[Stored items from a collection]
☆ ☆ ☆ ☆ ☆

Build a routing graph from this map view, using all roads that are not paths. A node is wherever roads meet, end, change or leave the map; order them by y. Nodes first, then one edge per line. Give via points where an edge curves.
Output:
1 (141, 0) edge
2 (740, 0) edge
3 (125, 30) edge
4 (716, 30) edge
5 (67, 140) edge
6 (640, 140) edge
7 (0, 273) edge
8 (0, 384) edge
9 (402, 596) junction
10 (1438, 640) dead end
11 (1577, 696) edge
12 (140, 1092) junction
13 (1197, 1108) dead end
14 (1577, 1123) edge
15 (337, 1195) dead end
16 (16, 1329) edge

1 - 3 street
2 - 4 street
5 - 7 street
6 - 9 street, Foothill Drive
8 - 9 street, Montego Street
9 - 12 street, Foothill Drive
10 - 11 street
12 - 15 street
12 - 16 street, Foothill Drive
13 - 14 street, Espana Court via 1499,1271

☆ ☆ ☆ ☆ ☆

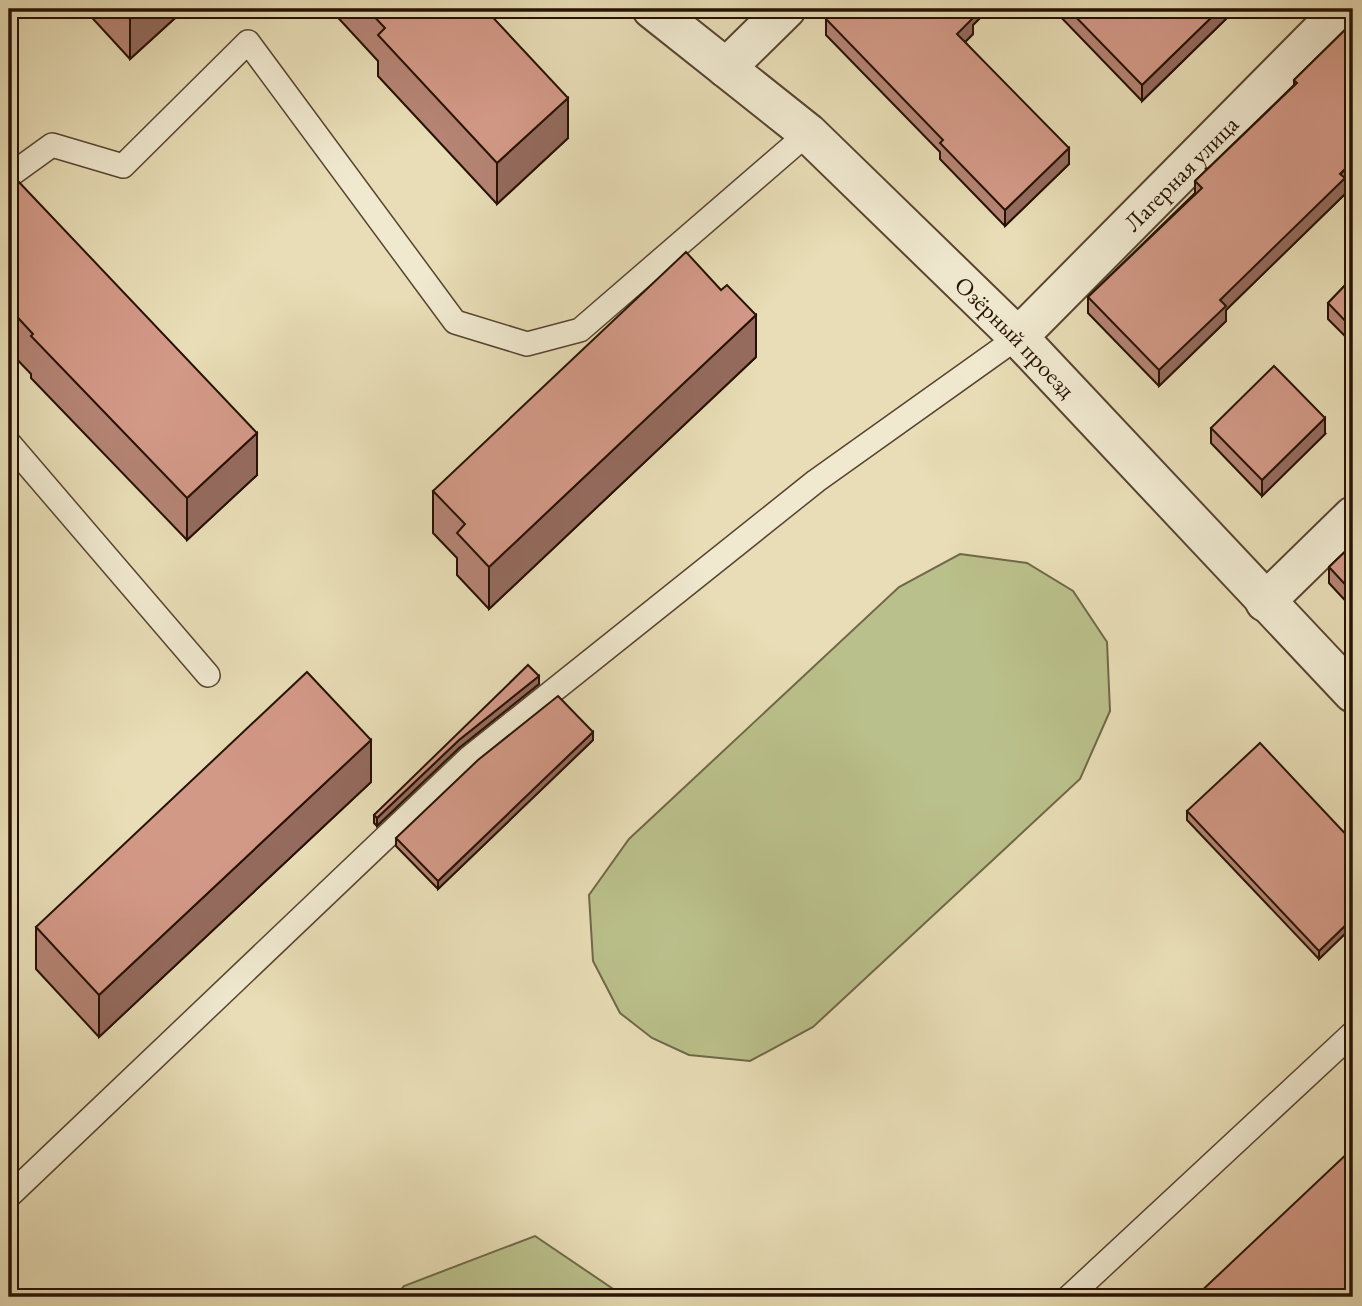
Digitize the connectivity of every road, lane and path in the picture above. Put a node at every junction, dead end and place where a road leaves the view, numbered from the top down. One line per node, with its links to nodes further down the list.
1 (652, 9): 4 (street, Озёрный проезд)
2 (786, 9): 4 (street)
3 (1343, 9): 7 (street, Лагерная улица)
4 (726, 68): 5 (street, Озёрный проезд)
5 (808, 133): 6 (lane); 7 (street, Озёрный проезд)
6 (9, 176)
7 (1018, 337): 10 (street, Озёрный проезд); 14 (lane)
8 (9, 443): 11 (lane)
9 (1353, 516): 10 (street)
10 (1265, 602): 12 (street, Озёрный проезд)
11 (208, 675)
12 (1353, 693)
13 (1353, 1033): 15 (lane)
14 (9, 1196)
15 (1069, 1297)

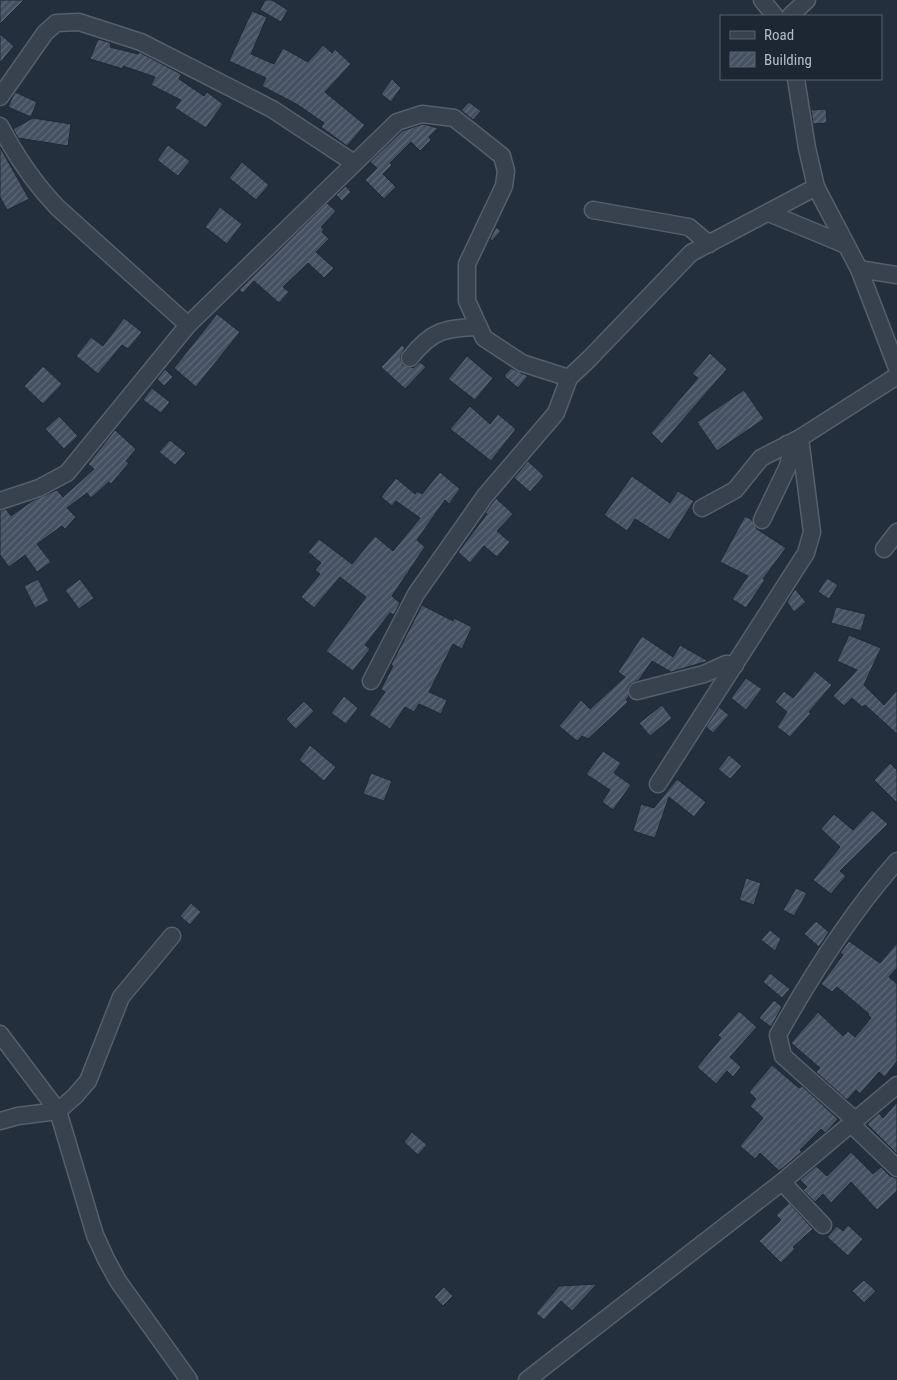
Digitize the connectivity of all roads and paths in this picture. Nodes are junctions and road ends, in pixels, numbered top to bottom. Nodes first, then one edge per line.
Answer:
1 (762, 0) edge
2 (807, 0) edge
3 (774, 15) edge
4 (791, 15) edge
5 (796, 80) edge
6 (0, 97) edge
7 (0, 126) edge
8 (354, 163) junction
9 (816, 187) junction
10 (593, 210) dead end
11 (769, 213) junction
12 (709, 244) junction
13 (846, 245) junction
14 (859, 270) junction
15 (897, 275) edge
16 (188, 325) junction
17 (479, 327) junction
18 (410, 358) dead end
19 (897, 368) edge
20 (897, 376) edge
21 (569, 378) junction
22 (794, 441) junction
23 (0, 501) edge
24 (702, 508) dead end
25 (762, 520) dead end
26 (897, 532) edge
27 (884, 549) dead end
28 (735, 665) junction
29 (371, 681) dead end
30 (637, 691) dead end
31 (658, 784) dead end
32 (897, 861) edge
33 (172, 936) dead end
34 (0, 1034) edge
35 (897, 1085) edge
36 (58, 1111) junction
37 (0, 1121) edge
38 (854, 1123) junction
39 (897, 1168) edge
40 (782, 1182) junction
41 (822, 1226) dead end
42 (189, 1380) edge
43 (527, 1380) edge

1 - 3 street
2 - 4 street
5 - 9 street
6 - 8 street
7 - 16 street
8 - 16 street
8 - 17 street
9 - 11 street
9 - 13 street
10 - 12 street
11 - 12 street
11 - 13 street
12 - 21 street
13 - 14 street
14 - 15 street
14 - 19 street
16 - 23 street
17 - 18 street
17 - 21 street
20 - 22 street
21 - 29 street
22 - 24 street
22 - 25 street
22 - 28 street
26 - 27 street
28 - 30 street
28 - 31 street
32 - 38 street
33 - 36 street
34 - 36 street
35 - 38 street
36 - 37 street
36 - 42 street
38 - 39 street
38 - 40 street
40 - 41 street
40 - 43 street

☆ ☆ ☆ ☆ ☆

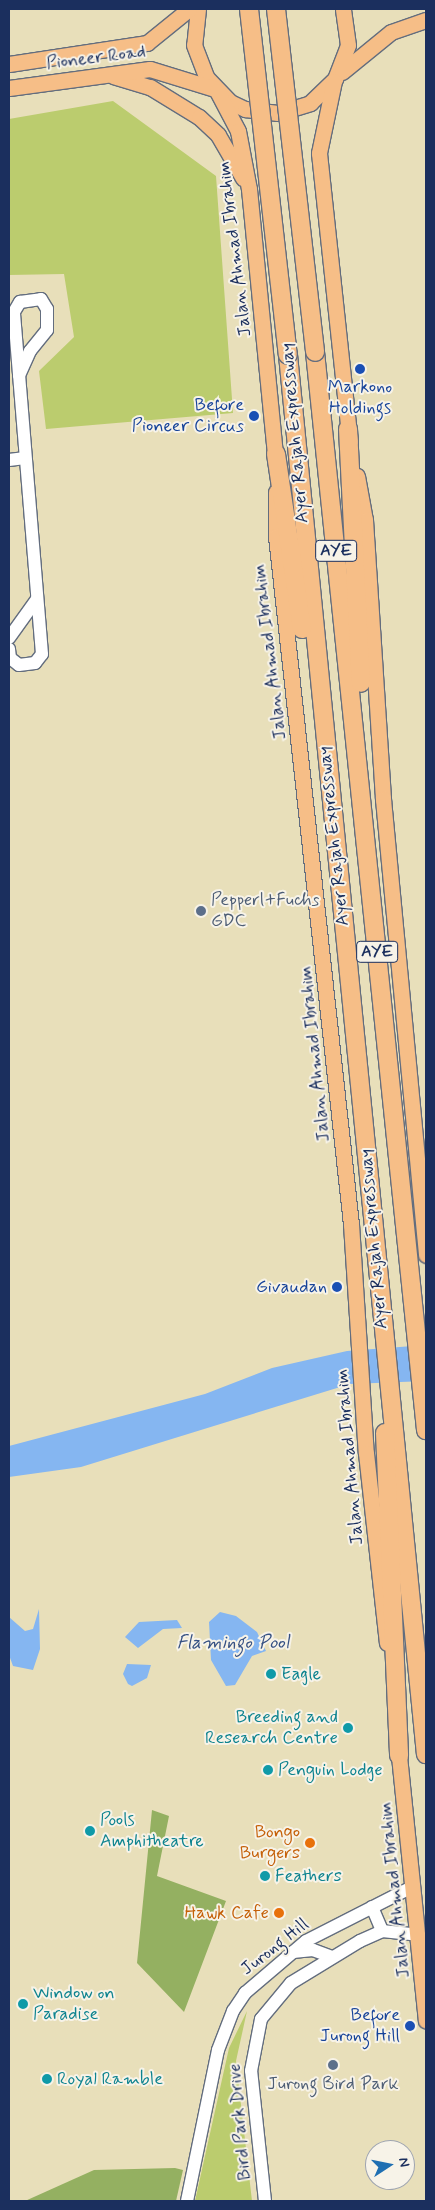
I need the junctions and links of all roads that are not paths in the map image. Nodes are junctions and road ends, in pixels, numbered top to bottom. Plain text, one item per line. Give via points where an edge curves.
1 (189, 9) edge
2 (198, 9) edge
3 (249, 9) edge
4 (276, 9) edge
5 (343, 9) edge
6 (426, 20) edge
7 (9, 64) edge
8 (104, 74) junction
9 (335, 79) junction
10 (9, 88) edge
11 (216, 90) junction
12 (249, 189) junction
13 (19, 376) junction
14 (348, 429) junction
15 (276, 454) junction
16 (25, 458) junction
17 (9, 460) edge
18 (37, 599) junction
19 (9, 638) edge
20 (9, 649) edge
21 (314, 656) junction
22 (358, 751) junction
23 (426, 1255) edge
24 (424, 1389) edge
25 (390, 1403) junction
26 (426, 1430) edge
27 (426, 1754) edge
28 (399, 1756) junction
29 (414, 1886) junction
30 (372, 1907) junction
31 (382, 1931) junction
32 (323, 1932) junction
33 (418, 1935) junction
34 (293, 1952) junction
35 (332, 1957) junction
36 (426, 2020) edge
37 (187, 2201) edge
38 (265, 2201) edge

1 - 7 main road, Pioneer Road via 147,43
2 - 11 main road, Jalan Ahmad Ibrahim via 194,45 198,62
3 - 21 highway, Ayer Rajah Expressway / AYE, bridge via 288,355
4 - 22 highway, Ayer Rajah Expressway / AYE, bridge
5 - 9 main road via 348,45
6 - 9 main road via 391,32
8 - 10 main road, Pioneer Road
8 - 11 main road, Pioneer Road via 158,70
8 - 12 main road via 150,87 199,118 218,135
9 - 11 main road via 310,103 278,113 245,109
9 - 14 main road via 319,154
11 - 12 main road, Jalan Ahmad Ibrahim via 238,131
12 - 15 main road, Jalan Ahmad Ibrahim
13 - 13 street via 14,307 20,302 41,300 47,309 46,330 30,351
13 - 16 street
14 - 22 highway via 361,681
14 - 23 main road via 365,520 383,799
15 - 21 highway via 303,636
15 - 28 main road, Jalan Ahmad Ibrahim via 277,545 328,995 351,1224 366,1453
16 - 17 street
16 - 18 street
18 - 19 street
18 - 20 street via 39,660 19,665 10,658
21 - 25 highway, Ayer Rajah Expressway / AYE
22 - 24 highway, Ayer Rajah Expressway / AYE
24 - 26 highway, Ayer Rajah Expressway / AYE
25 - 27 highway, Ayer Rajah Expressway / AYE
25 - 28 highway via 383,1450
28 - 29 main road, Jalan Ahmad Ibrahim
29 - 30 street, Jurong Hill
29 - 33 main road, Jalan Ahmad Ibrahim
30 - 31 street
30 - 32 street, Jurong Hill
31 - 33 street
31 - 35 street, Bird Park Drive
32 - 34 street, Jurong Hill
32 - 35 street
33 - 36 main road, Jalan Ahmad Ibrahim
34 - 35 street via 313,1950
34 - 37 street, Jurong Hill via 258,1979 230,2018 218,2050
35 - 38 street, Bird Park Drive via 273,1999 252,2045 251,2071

☆ ☆ ☆ ☆ ☆

**Work instructions:** Return, from the entries, each line that holds "this".

**Expected output:**
Build a routing graph from this map view, using all roads that are not paths. A node is wherever roads meet, end, change or leave the map; order them by y. Nodes first, then one edge per line. Give via points where an edge curves.
Digitize the connectivity of all roads and paths in this picture. Nodes are junctions and road ends, in pixels, numbered top to bottom. Nodes first, then one edge per line.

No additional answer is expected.